Saved data entries:
::::::::::

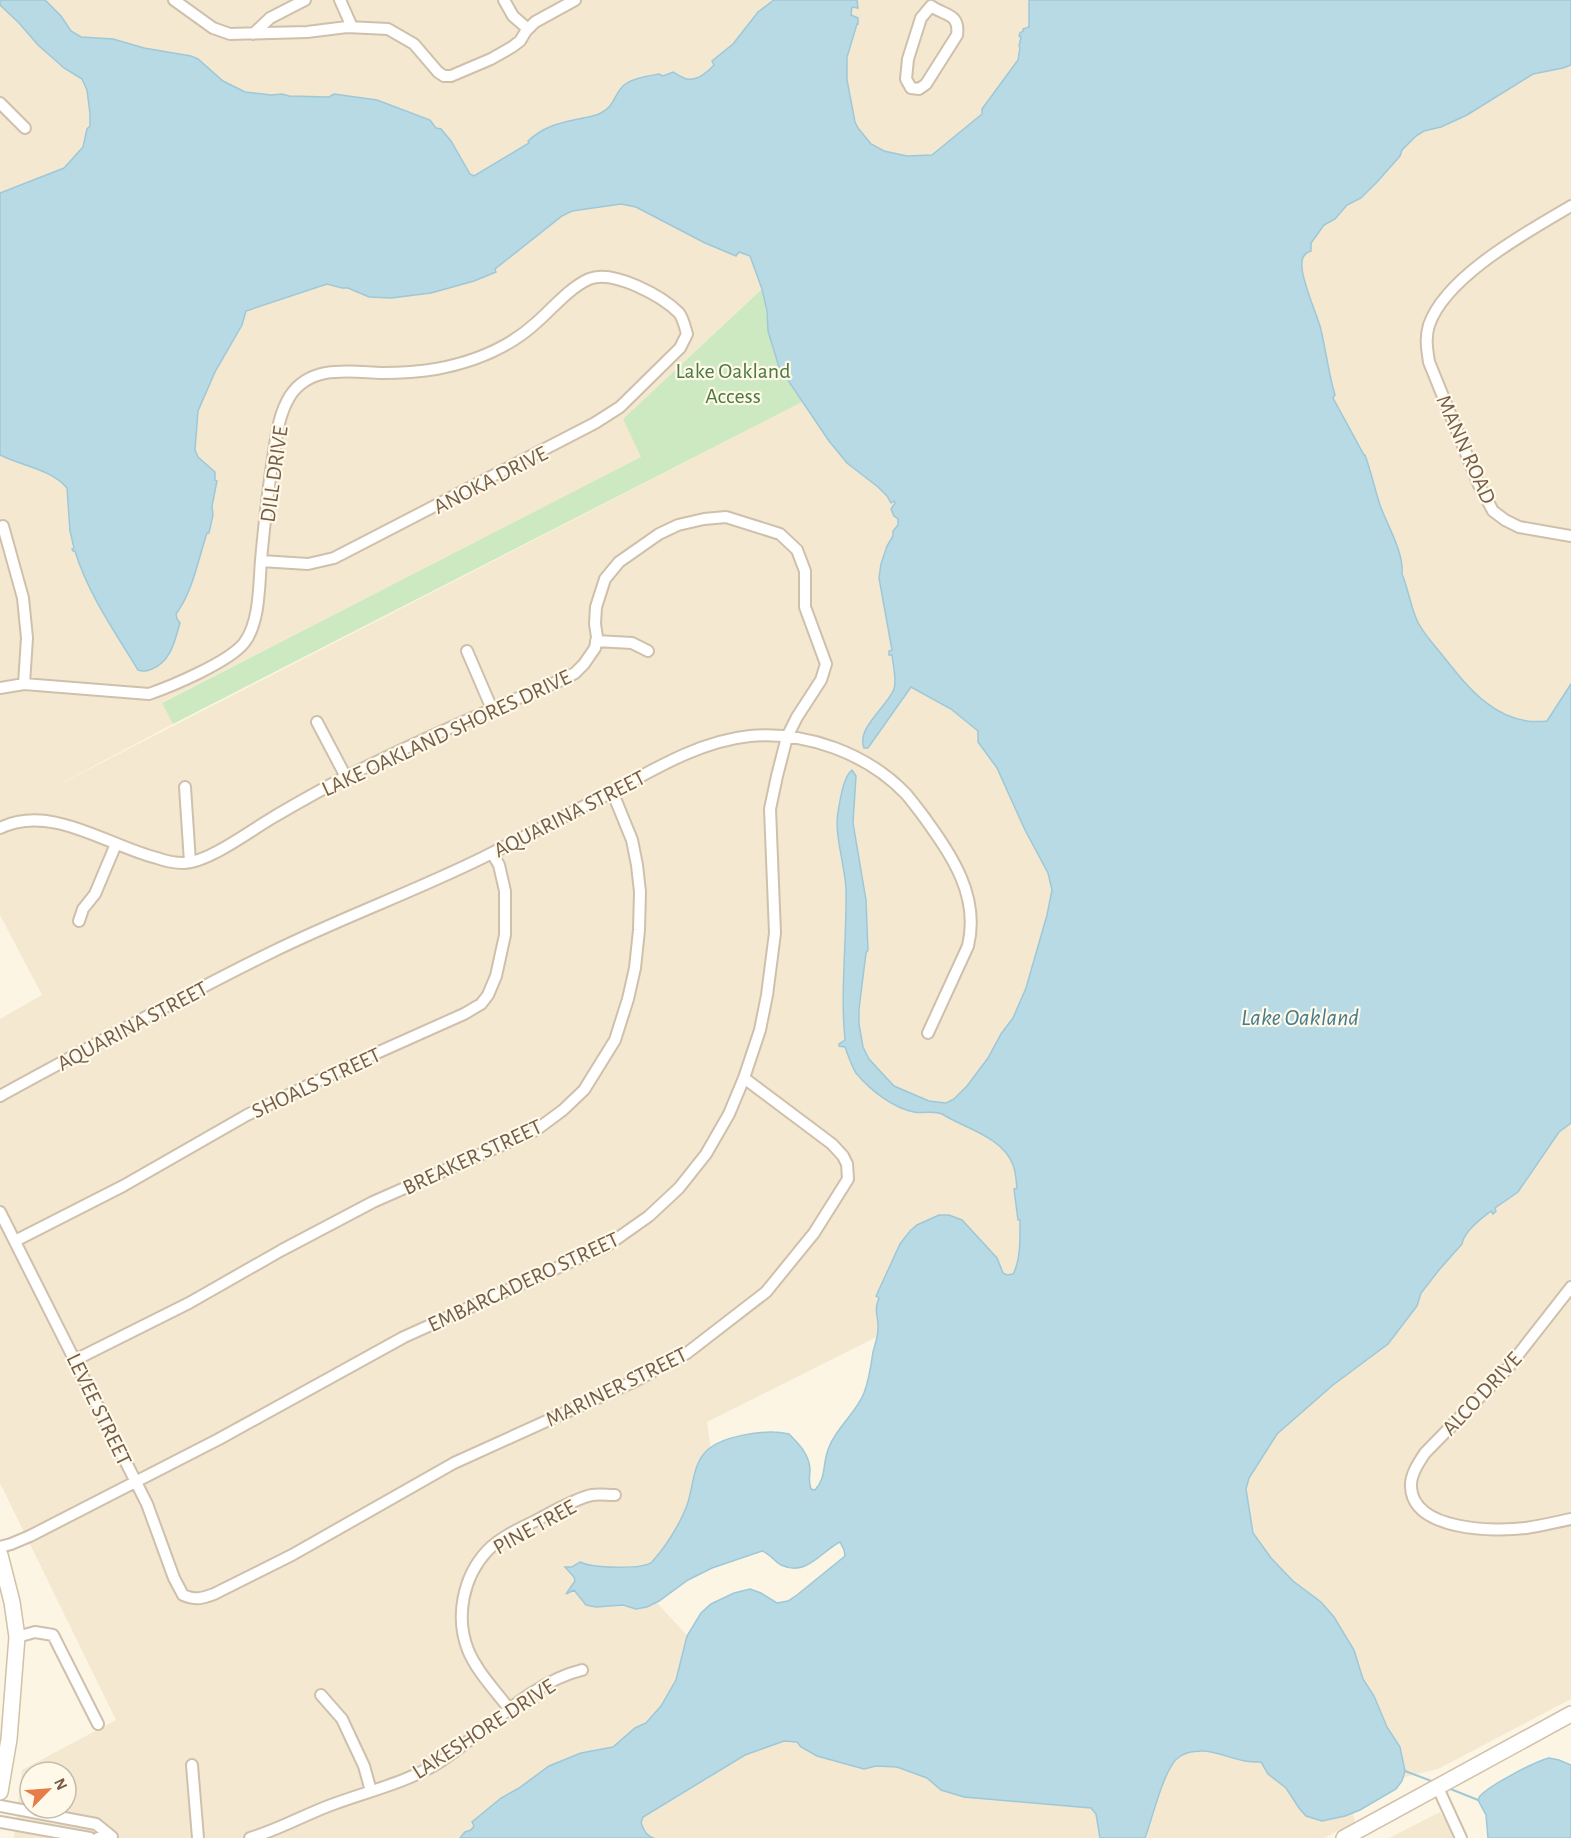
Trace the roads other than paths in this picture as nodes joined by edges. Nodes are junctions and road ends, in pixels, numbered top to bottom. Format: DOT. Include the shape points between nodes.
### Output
graph roads {
  1 [pos="174,0"];
  2 [pos="305,0"];
  3 [pos="340,0"];
  4 [pos="504,0"];
  5 [pos="575,0"];
  6 [pos="927,3"];
  7 [pos="352,27"];
  8 [pos="528,29"];
  9 [pos="253,34"];
  10 [pos="0,103"];
  11 [pos="26,128"];
  12 [pos="1571,206"];
  13 [pos="687,334"];
  14 [pos="3,526"];
  15 [pos="1571,536"];
  16 [pos="261,561"];
  17 [pos="596,641"];
  18 [pos="467,651"];
  19 [pos="648,651"];
  20 [pos="24,684"];
  21 [pos="0,688"];
  22 [pos="492,709"];
  23 [pos="317,722"];
  24 [pos="787,737"];
  25 [pos="346,777"];
  26 [pos="185,787"];
  27 [pos="612,791"];
  28 [pos="0,828"];
  29 [pos="116,844"];
  30 [pos="492,853"];
  31 [pos="190,862"];
  32 [pos="79,921"];
  33 [pos="928,1033"];
  34 [pos="744,1078"];
  35 [pos="0,1096"];
  36 [pos="0,1212"];
  37 [pos="15,1241"];
  38 [pos="1569,1294"];
  39 [pos="75,1360"];
  40 [pos="135,1481"];
  41 [pos="615,1495"];
  42 [pos="1571,1519"];
  43 [pos="0,1547"];
  44 [pos="0,1555"];
  45 [pos="200,1599"];
  46 [pos="17,1637"];
  47 [pos="582,1670"];
  48 [pos="321,1695"];
  49 [pos="510,1710"];
  50 [pos="1571,1714"];
  51 [pos="98,1724"];
  52 [pos="192,1765"];
  53 [pos="1438,1788"];
  54 [pos="371,1791"];
  55 [pos="0,1792"];
  56 [pos="0,1806"];
  57 [pos="0,1822"];
  58 [pos="115,1837"];
  59 [pos="90,1838"];
  60 [pos="98,1838"];
  61 [pos="198,1838"];
  62 [pos="250,1838"];
  63 [pos="1344,1838"];
  64 [pos="1461,1838"];
  1 -- 9 [label="street" via="213,28 230,34"];
  2 -- 9 [label="street" via="270,18"];
  3 -- 7 [label="street"];
  4 -- 8 [label="street" via="513,16"];
  5 -- 8 [label="street"];
  6 -- 6 [label="street" via="908,59 906,79 911,88 919,89 926,84 957,35 956,20"];
  7 -- 8 [label="street" via="396,33 414,44 444,76 491,59 520,41"];
  7 -- 9 [label="street"];
  10 -- 11 [label="street"];
  12 -- 15 [label="street, MANN ROAD" via="1504,246 1454,288 1438,308 1426,343 1429,362 1493,511 1519,527"];
  13 -- 16 [label="street, ANOKA DRIVE" via="680,348 620,407 555,445 334,558 308,564"];
  13 -- 16 [label="street, DILL DRIVE" via="681,315 669,305 630,283 602,276 589,279 521,336 487,355 420,372 340,370 319,374 296,388 278,424"];
  14 -- 20 [label="street" via="23,598 27,638"];
  16 -- 20 [label="street, DILL DRIVE" via="260,594 248,637 234,652 202,671 149,694"];
  17 -- 19 [label="street" via="632,643"];
  17 -- 22 [label="street, LAKE OAKLAND SHORES DRIVE" via="590,657 575,673"];
  17 -- 24 [label="street, LAKE OAKLAND SHORES DRIVE" via="597,607 605,579 619,562 659,534 678,525 726,517 780,534 801,559 806,607 826,664"];
  18 -- 22 [label="street"];
  20 -- 21 [label="street, DILL DRIVE"];
  22 -- 25 [label="street, LAKE OAKLAND SHORES DRIVE"];
  23 -- 25 [label="street"];
  24 -- 27 [label="street, AQUARINA STREET" via="726,740 689,753"];
  24 -- 33 [label="street, AQUARINA STREET" via="847,753 881,772 907,795 939,838 964,882 972,931"];
  24 -- 34 [label="street, EMBARCADERO STREET" via="770,809 775,933 760,1030"];
  25 -- 31 [label="street, LAKE OAKLAND SHORES DRIVE" via="221,849"];
  26 -- 31 [label="street"];
  27 -- 30 [label="street, AQUARINA STREET"];
  27 -- 39 [label="street, BREAKER STREET" via="632,840 637,865 639,930 635,968 615,1040 584,1090 536,1130 373,1202 189,1303"];
  28 -- 29 [label="street, LAKE OAKLAND SHORES DRIVE" via="11,822 57,823"];
  29 -- 31 [label="street, LAKE OAKLAND SHORES DRIVE" via="170,862"];
  29 -- 32 [label="street"];
  30 -- 35 [label="street, AQUARINA STREET" via="195,990"];
  30 -- 37 [label="street, SHOALS STREET" via="505,891 505,935 496,976 481,1004 247,1115 123,1186"];
  34 -- 40 [label="street, EMBARCADERO STREET" via="706,1154 679,1188 649,1216 608,1245 404,1337"];
  34 -- 45 [label="street, MARINER STREET" via="832,1144 847,1164 848,1179 814,1233 766,1292 687,1353 454,1463 292,1555"];
  36 -- 37 [label="street, LEVEE STREET"];
  37 -- 39 [label="street, LEVEE STREET"];
  38 -- 42 [label="street, ALCO DRIVE" via="1507,1368 1425,1453 1411,1487 1414,1499 1426,1513 1441,1521 1477,1529 1525,1528"];
  39 -- 40 [label="street, LEVEE STREET"];
  40 -- 43 [label="street, EMBARCADERO STREET" via="30,1536"];
  40 -- 45 [label="street, LEVEE STREET" via="174,1578 183,1594"];
  41 -- 49 [label="street, PINE TREE" via="591,1496 529,1524 488,1550 477,1564 465,1590 463,1635 468,1652"];
  44 -- 46 [label="street"];
  46 -- 51 [label="street" via="35,1632 53,1635"];
  46 -- 55 [label="street" via="9,1739"];
  47 -- 49 [label="street, LAKESHORE DRIVE" via="551,1682"];
  48 -- 54 [label="street" via="342,1719"];
  49 -- 54 [label="street, LAKESHORE DRIVE" via="440,1762 413,1777"];
  50 -- 53 [label="street"];
  52 -- 61 [label="street"];
  53 -- 63 [label="street"];
  53 -- 64 [label="street"];
  54 -- 62 [label="street, LAKESHORE DRIVE"];
  56 -- 58 [label="street" via="96,1824"];
  57 -- 59 [label="street"];
  58 -- 60 [label="street"];
}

::::::::::

*What to produce*. Each record above goes into the copy word for word; the pictures do not.

*Problem solution*.
Trace the roads other than paths in this picture as nodes joined by edges. Nodes are junctions and road ends, in pixels, numbered top to bottom. Format: DOT. Include the shape points between nodes.
### Output
graph roads {
  1 [pos="174,0"];
  2 [pos="305,0"];
  3 [pos="340,0"];
  4 [pos="504,0"];
  5 [pos="575,0"];
  6 [pos="927,3"];
  7 [pos="352,27"];
  8 [pos="528,29"];
  9 [pos="253,34"];
  10 [pos="0,103"];
  11 [pos="26,128"];
  12 [pos="1571,206"];
  13 [pos="687,334"];
  14 [pos="3,526"];
  15 [pos="1571,536"];
  16 [pos="261,561"];
  17 [pos="596,641"];
  18 [pos="467,651"];
  19 [pos="648,651"];
  20 [pos="24,684"];
  21 [pos="0,688"];
  22 [pos="492,709"];
  23 [pos="317,722"];
  24 [pos="787,737"];
  25 [pos="346,777"];
  26 [pos="185,787"];
  27 [pos="612,791"];
  28 [pos="0,828"];
  29 [pos="116,844"];
  30 [pos="492,853"];
  31 [pos="190,862"];
  32 [pos="79,921"];
  33 [pos="928,1033"];
  34 [pos="744,1078"];
  35 [pos="0,1096"];
  36 [pos="0,1212"];
  37 [pos="15,1241"];
  38 [pos="1569,1294"];
  39 [pos="75,1360"];
  40 [pos="135,1481"];
  41 [pos="615,1495"];
  42 [pos="1571,1519"];
  43 [pos="0,1547"];
  44 [pos="0,1555"];
  45 [pos="200,1599"];
  46 [pos="17,1637"];
  47 [pos="582,1670"];
  48 [pos="321,1695"];
  49 [pos="510,1710"];
  50 [pos="1571,1714"];
  51 [pos="98,1724"];
  52 [pos="192,1765"];
  53 [pos="1438,1788"];
  54 [pos="371,1791"];
  55 [pos="0,1792"];
  56 [pos="0,1806"];
  57 [pos="0,1822"];
  58 [pos="115,1837"];
  59 [pos="90,1838"];
  60 [pos="98,1838"];
  61 [pos="198,1838"];
  62 [pos="250,1838"];
  63 [pos="1344,1838"];
  64 [pos="1461,1838"];
  1 -- 9 [label="street" via="213,28 230,34"];
  2 -- 9 [label="street" via="270,18"];
  3 -- 7 [label="street"];
  4 -- 8 [label="street" via="513,16"];
  5 -- 8 [label="street"];
  6 -- 6 [label="street" via="908,59 906,79 911,88 919,89 926,84 957,35 956,20"];
  7 -- 8 [label="street" via="396,33 414,44 444,76 491,59 520,41"];
  7 -- 9 [label="street"];
  10 -- 11 [label="street"];
  12 -- 15 [label="street, MANN ROAD" via="1504,246 1454,288 1438,308 1426,343 1429,362 1493,511 1519,527"];
  13 -- 16 [label="street, ANOKA DRIVE" via="680,348 620,407 555,445 334,558 308,564"];
  13 -- 16 [label="street, DILL DRIVE" via="681,315 669,305 630,283 602,276 589,279 521,336 487,355 420,372 340,370 319,374 296,388 278,424"];
  14 -- 20 [label="street" via="23,598 27,638"];
  16 -- 20 [label="street, DILL DRIVE" via="260,594 248,637 234,652 202,671 149,694"];
  17 -- 19 [label="street" via="632,643"];
  17 -- 22 [label="street, LAKE OAKLAND SHORES DRIVE" via="590,657 575,673"];
  17 -- 24 [label="street, LAKE OAKLAND SHORES DRIVE" via="597,607 605,579 619,562 659,534 678,525 726,517 780,534 801,559 806,607 826,664"];
  18 -- 22 [label="street"];
  20 -- 21 [label="street, DILL DRIVE"];
  22 -- 25 [label="street, LAKE OAKLAND SHORES DRIVE"];
  23 -- 25 [label="street"];
  24 -- 27 [label="street, AQUARINA STREET" via="726,740 689,753"];
  24 -- 33 [label="street, AQUARINA STREET" via="847,753 881,772 907,795 939,838 964,882 972,931"];
  24 -- 34 [label="street, EMBARCADERO STREET" via="770,809 775,933 760,1030"];
  25 -- 31 [label="street, LAKE OAKLAND SHORES DRIVE" via="221,849"];
  26 -- 31 [label="street"];
  27 -- 30 [label="street, AQUARINA STREET"];
  27 -- 39 [label="street, BREAKER STREET" via="632,840 637,865 639,930 635,968 615,1040 584,1090 536,1130 373,1202 189,1303"];
  28 -- 29 [label="street, LAKE OAKLAND SHORES DRIVE" via="11,822 57,823"];
  29 -- 31 [label="street, LAKE OAKLAND SHORES DRIVE" via="170,862"];
  29 -- 32 [label="street"];
  30 -- 35 [label="street, AQUARINA STREET" via="195,990"];
  30 -- 37 [label="street, SHOALS STREET" via="505,891 505,935 496,976 481,1004 247,1115 123,1186"];
  34 -- 40 [label="street, EMBARCADERO STREET" via="706,1154 679,1188 649,1216 608,1245 404,1337"];
  34 -- 45 [label="street, MARINER STREET" via="832,1144 847,1164 848,1179 814,1233 766,1292 687,1353 454,1463 292,1555"];
  36 -- 37 [label="street, LEVEE STREET"];
  37 -- 39 [label="street, LEVEE STREET"];
  38 -- 42 [label="street, ALCO DRIVE" via="1507,1368 1425,1453 1411,1487 1414,1499 1426,1513 1441,1521 1477,1529 1525,1528"];
  39 -- 40 [label="street, LEVEE STREET"];
  40 -- 43 [label="street, EMBARCADERO STREET" via="30,1536"];
  40 -- 45 [label="street, LEVEE STREET" via="174,1578 183,1594"];
  41 -- 49 [label="street, PINE TREE" via="591,1496 529,1524 488,1550 477,1564 465,1590 463,1635 468,1652"];
  44 -- 46 [label="street"];
  46 -- 51 [label="street" via="35,1632 53,1635"];
  46 -- 55 [label="street" via="9,1739"];
  47 -- 49 [label="street, LAKESHORE DRIVE" via="551,1682"];
  48 -- 54 [label="street" via="342,1719"];
  49 -- 54 [label="street, LAKESHORE DRIVE" via="440,1762 413,1777"];
  50 -- 53 [label="street"];
  52 -- 61 [label="street"];
  53 -- 63 [label="street"];
  53 -- 64 [label="street"];
  54 -- 62 [label="street, LAKESHORE DRIVE"];
  56 -- 58 [label="street" via="96,1824"];
  57 -- 59 [label="street"];
  58 -- 60 [label="street"];
}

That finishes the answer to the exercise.